What to work on: Each entry in the listing below should be returned precisely as it is.
________________
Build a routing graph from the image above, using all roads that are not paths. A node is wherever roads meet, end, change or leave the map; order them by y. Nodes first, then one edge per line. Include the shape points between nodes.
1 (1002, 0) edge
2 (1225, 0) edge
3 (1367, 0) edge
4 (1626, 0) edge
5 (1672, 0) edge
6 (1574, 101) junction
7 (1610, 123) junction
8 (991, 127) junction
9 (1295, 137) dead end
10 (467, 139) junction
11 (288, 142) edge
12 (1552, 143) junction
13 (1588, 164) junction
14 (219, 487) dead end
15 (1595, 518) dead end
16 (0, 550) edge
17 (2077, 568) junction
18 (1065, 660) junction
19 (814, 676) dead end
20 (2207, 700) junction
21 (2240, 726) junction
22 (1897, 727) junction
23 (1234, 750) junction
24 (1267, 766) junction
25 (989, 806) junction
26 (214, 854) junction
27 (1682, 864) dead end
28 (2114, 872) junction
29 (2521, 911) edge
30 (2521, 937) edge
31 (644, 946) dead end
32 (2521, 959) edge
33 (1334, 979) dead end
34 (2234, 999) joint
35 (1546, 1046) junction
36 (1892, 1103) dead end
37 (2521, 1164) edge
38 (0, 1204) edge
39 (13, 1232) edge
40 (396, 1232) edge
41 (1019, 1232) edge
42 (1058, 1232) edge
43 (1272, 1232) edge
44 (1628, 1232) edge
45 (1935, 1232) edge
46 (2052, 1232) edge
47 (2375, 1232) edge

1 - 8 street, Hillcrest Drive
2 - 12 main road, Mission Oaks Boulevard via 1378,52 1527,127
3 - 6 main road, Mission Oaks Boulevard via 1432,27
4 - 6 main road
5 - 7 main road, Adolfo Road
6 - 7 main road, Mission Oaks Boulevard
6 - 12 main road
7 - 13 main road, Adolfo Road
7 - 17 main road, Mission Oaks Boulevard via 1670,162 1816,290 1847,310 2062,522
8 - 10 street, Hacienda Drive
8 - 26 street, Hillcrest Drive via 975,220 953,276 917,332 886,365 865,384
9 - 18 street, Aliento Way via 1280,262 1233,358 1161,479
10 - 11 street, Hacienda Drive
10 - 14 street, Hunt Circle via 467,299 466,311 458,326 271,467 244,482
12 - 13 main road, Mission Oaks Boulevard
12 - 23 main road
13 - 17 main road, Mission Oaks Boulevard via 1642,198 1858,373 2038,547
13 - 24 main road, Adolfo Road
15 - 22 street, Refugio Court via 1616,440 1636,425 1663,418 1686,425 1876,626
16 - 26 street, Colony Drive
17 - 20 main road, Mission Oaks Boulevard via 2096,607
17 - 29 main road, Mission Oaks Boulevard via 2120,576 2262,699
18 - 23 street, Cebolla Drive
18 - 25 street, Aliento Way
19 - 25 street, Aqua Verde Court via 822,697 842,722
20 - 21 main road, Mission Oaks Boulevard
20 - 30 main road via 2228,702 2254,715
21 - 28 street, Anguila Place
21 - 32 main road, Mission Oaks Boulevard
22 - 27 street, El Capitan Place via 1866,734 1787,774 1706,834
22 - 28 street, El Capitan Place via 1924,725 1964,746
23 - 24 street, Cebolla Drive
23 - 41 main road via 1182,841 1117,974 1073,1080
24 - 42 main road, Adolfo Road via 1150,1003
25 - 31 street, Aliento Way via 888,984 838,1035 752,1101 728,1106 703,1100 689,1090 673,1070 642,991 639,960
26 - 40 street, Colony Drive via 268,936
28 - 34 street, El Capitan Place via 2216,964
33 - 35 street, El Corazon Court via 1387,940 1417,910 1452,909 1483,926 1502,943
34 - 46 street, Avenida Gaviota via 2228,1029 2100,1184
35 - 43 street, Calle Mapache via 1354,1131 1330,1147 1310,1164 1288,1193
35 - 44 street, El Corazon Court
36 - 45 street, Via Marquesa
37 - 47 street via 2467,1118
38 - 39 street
________________
Exercise output:
Build a routing graph from the image above, using all roads that are not paths. A node is wherever roads meet, end, change or leave the map; order them by y. Nodes first, then one edge per line. Include the shape points between nodes.
1 (1002, 0) edge
2 (1225, 0) edge
3 (1367, 0) edge
4 (1626, 0) edge
5 (1672, 0) edge
6 (1574, 101) junction
7 (1610, 123) junction
8 (991, 127) junction
9 (1295, 137) dead end
10 (467, 139) junction
11 (288, 142) edge
12 (1552, 143) junction
13 (1588, 164) junction
14 (219, 487) dead end
15 (1595, 518) dead end
16 (0, 550) edge
17 (2077, 568) junction
18 (1065, 660) junction
19 (814, 676) dead end
20 (2207, 700) junction
21 (2240, 726) junction
22 (1897, 727) junction
23 (1234, 750) junction
24 (1267, 766) junction
25 (989, 806) junction
26 (214, 854) junction
27 (1682, 864) dead end
28 (2114, 872) junction
29 (2521, 911) edge
30 (2521, 937) edge
31 (644, 946) dead end
32 (2521, 959) edge
33 (1334, 979) dead end
34 (2234, 999) joint
35 (1546, 1046) junction
36 (1892, 1103) dead end
37 (2521, 1164) edge
38 (0, 1204) edge
39 (13, 1232) edge
40 (396, 1232) edge
41 (1019, 1232) edge
42 (1058, 1232) edge
43 (1272, 1232) edge
44 (1628, 1232) edge
45 (1935, 1232) edge
46 (2052, 1232) edge
47 (2375, 1232) edge

1 - 8 street, Hillcrest Drive
2 - 12 main road, Mission Oaks Boulevard via 1378,52 1527,127
3 - 6 main road, Mission Oaks Boulevard via 1432,27
4 - 6 main road
5 - 7 main road, Adolfo Road
6 - 7 main road, Mission Oaks Boulevard
6 - 12 main road
7 - 13 main road, Adolfo Road
7 - 17 main road, Mission Oaks Boulevard via 1670,162 1816,290 1847,310 2062,522
8 - 10 street, Hacienda Drive
8 - 26 street, Hillcrest Drive via 975,220 953,276 917,332 886,365 865,384
9 - 18 street, Aliento Way via 1280,262 1233,358 1161,479
10 - 11 street, Hacienda Drive
10 - 14 street, Hunt Circle via 467,299 466,311 458,326 271,467 244,482
12 - 13 main road, Mission Oaks Boulevard
12 - 23 main road
13 - 17 main road, Mission Oaks Boulevard via 1642,198 1858,373 2038,547
13 - 24 main road, Adolfo Road
15 - 22 street, Refugio Court via 1616,440 1636,425 1663,418 1686,425 1876,626
16 - 26 street, Colony Drive
17 - 20 main road, Mission Oaks Boulevard via 2096,607
17 - 29 main road, Mission Oaks Boulevard via 2120,576 2262,699
18 - 23 street, Cebolla Drive
18 - 25 street, Aliento Way
19 - 25 street, Aqua Verde Court via 822,697 842,722
20 - 21 main road, Mission Oaks Boulevard
20 - 30 main road via 2228,702 2254,715
21 - 28 street, Anguila Place
21 - 32 main road, Mission Oaks Boulevard
22 - 27 street, El Capitan Place via 1866,734 1787,774 1706,834
22 - 28 street, El Capitan Place via 1924,725 1964,746
23 - 24 street, Cebolla Drive
23 - 41 main road via 1182,841 1117,974 1073,1080
24 - 42 main road, Adolfo Road via 1150,1003
25 - 31 street, Aliento Way via 888,984 838,1035 752,1101 728,1106 703,1100 689,1090 673,1070 642,991 639,960
26 - 40 street, Colony Drive via 268,936
28 - 34 street, El Capitan Place via 2216,964
33 - 35 street, El Corazon Court via 1387,940 1417,910 1452,909 1483,926 1502,943
34 - 46 street, Avenida Gaviota via 2228,1029 2100,1184
35 - 43 street, Calle Mapache via 1354,1131 1330,1147 1310,1164 1288,1193
35 - 44 street, El Corazon Court
36 - 45 street, Via Marquesa
37 - 47 street via 2467,1118
38 - 39 street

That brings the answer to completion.